No method can be implemented in all five ways, but for most you at least have the choices of a multi-statement function or a temp table. Only some methods lend themselves to any of the two inline alternatives.
It may sound from the above that SQL Inline is the most preferable, since there is no intermediate table and the optimizer has full information. Unfortunately, the latter point is not really true. To be able to estimate the best way to access the other tables in the query, the optimizer would need to know is: 1) how many rows will the input string generate 2) the distribution of the values. But the optimizer is not able to do that with the SQL inline functions in this article, because the information is buried too deep in the logic of these functions. (There is one exception: dynamic SQL, which has its own set of problems which makes it less palatable.)

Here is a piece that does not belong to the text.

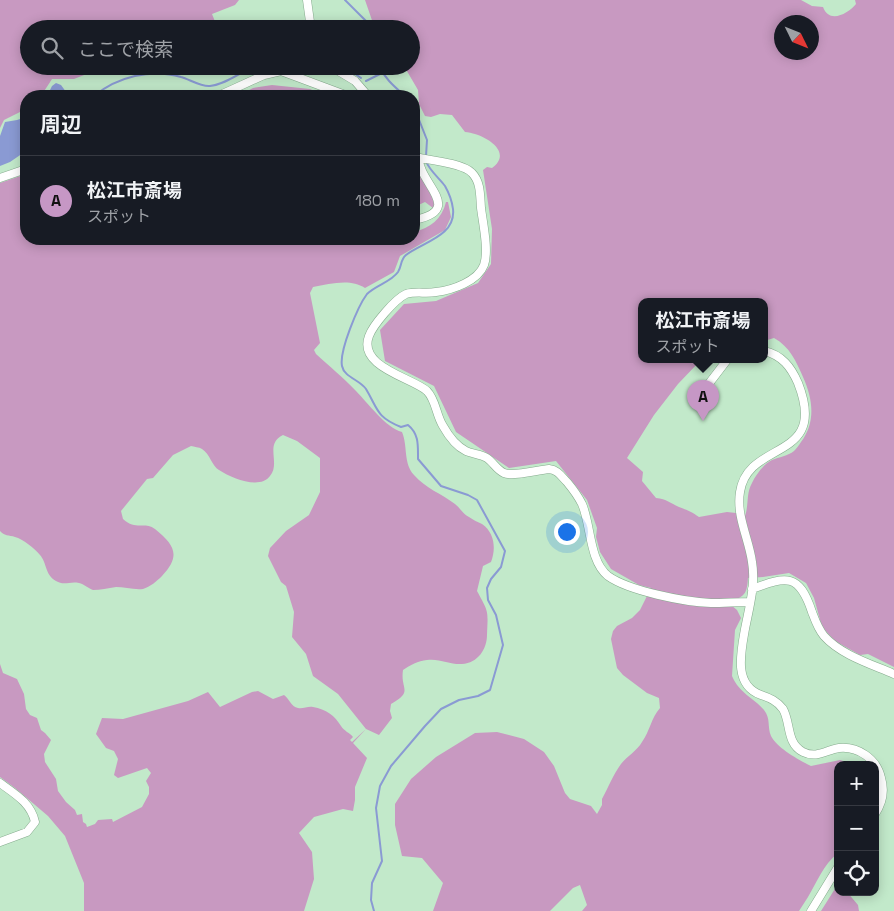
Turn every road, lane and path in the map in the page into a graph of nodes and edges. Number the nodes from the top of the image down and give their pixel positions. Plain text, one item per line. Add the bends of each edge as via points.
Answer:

Thus, in practice the optimizer will apply blind assumptions no matter you use SQL inline, opaque inline, a multi-statement function or a table variable. So then it does not matter which one you use? Oh, no. The blind assumptions are different for the different inline methods, and if the function uses an auxiliary table of numbers, the size of that table will affect the blind assumptions. (Because the optimizer has information about that table, is able to use it.) And the blind assumptions for CLR functions and XML are different from each other and from those for T-SQL inline functions. The assumptions for multi-statement functions and table variables appears to be the same vis-à-vis each other, but yet different from the inline methods. With some luck, if the blind assumption for one method leads the optimizer astray, it may work better with another.
Overall, you could say that the T-SQL inline functions have the potential for more "interesting" query plans. Here is an extract from a mail that I received in response to my old article for SQL 2000:
After reading your article 'Arrays and list in SQL server' I tried to use the Fixed-Length Array Elements method in my application. Everything worked fine until I moved the code from a client batch to a stored procedure. When I looked at the query execution plan, I saw that the number of rows retrieved from the Numbers table was over 61 millions ! Instead of starting by joining the Numbers table with the source table to filter out the 500 rows included in the array, it processes the GROUP BY clause on the entire table (121000 rows) and then it uses a nested loop to match each entry with the Number table.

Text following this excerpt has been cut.